> Work order:
Please filter the data below down to the lines holding the string "Dubová".

> Dataset records:
---

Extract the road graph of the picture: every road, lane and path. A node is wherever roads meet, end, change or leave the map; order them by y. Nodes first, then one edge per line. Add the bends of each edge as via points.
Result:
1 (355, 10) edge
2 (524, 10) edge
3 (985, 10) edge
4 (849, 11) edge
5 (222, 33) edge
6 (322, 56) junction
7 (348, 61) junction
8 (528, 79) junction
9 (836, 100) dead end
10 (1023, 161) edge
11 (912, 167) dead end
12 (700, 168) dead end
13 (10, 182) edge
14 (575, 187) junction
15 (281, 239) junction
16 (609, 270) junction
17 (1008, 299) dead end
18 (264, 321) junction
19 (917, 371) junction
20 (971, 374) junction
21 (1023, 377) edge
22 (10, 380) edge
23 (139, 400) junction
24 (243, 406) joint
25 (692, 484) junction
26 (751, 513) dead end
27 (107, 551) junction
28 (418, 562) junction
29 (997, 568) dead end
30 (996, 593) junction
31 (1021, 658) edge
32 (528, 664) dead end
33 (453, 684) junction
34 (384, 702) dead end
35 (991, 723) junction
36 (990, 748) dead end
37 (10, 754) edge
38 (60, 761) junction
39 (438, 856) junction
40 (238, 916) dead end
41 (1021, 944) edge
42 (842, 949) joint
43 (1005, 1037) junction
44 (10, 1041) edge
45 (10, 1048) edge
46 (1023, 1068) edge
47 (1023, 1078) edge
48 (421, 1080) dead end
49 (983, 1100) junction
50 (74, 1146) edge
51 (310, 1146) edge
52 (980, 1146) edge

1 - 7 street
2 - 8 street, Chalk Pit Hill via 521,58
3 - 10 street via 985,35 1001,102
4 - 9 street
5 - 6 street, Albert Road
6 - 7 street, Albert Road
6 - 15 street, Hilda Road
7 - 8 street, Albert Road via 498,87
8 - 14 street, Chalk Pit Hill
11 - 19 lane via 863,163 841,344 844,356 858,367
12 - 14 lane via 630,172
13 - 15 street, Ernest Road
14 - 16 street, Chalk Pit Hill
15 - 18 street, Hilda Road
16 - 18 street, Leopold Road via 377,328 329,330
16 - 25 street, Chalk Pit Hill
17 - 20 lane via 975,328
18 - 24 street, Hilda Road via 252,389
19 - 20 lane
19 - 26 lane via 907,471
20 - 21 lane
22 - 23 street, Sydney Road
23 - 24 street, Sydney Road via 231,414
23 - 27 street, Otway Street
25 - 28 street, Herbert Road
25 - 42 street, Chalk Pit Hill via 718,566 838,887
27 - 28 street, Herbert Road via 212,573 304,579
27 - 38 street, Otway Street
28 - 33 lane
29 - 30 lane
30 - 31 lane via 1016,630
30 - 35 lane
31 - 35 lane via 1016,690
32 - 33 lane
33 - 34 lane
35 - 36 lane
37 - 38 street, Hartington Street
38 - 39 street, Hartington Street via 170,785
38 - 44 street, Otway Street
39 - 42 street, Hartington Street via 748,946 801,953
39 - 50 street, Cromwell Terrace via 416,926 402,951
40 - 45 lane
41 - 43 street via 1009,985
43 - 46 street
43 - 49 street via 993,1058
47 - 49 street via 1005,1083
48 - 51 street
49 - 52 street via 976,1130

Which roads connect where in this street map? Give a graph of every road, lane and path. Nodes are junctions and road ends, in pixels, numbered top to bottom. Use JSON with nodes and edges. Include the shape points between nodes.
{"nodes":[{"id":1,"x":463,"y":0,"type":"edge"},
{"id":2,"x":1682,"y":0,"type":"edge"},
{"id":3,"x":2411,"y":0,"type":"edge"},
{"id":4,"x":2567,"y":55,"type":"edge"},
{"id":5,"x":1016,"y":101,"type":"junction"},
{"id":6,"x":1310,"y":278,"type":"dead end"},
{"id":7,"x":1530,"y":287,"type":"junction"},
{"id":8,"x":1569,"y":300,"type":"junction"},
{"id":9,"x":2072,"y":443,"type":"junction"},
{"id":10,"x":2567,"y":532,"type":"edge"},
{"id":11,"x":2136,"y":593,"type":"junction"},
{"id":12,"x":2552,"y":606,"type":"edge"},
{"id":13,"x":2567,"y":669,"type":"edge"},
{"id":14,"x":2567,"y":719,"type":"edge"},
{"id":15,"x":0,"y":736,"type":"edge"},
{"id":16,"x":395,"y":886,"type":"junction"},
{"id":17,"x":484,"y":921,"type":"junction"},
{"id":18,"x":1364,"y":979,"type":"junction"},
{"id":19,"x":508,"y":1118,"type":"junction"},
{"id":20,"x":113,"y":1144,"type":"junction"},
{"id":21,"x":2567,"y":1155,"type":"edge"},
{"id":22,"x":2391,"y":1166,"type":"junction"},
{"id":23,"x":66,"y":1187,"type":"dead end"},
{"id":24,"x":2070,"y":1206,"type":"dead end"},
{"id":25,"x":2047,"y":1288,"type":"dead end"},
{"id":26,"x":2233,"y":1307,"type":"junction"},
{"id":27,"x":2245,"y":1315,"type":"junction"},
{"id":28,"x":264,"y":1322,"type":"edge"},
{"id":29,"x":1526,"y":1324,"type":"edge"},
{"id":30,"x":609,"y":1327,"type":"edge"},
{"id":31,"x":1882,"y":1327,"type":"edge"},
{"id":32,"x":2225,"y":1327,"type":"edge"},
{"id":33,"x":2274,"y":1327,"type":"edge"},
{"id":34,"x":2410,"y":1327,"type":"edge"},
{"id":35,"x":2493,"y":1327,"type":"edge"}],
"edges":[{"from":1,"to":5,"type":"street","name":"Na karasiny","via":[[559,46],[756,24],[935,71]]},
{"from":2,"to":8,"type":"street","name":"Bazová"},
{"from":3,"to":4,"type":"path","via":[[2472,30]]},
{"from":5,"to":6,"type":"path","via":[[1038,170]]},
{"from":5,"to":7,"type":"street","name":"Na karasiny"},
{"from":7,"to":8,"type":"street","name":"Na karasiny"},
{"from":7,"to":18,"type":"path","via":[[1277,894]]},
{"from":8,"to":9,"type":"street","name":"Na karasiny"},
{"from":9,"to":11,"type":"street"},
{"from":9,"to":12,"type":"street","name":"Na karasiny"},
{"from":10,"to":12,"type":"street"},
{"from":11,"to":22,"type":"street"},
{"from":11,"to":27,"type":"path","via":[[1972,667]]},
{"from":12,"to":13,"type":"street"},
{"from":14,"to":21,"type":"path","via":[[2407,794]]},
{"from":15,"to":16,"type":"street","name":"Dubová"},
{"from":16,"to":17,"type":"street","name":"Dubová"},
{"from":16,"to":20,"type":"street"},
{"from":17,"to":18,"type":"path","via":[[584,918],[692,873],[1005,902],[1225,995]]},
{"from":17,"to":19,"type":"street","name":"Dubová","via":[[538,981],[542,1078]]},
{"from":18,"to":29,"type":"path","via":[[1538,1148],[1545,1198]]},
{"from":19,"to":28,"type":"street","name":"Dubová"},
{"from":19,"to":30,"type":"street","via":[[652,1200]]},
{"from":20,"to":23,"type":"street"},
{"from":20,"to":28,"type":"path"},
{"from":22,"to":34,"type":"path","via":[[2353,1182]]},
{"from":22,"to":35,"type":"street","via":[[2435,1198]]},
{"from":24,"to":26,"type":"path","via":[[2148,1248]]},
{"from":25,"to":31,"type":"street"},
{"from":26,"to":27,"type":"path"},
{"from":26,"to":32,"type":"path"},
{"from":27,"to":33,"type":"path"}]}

---

> Output for this exercise:
{"from":15,"to":16,"type":"street","name":"Dubová"},
{"from":16,"to":17,"type":"street","name":"Dubová"},
{"from":17,"to":19,"type":"street","name":"Dubová","via":[[538,981],[542,1078]]},
{"from":19,"to":28,"type":"street","name":"Dubová"},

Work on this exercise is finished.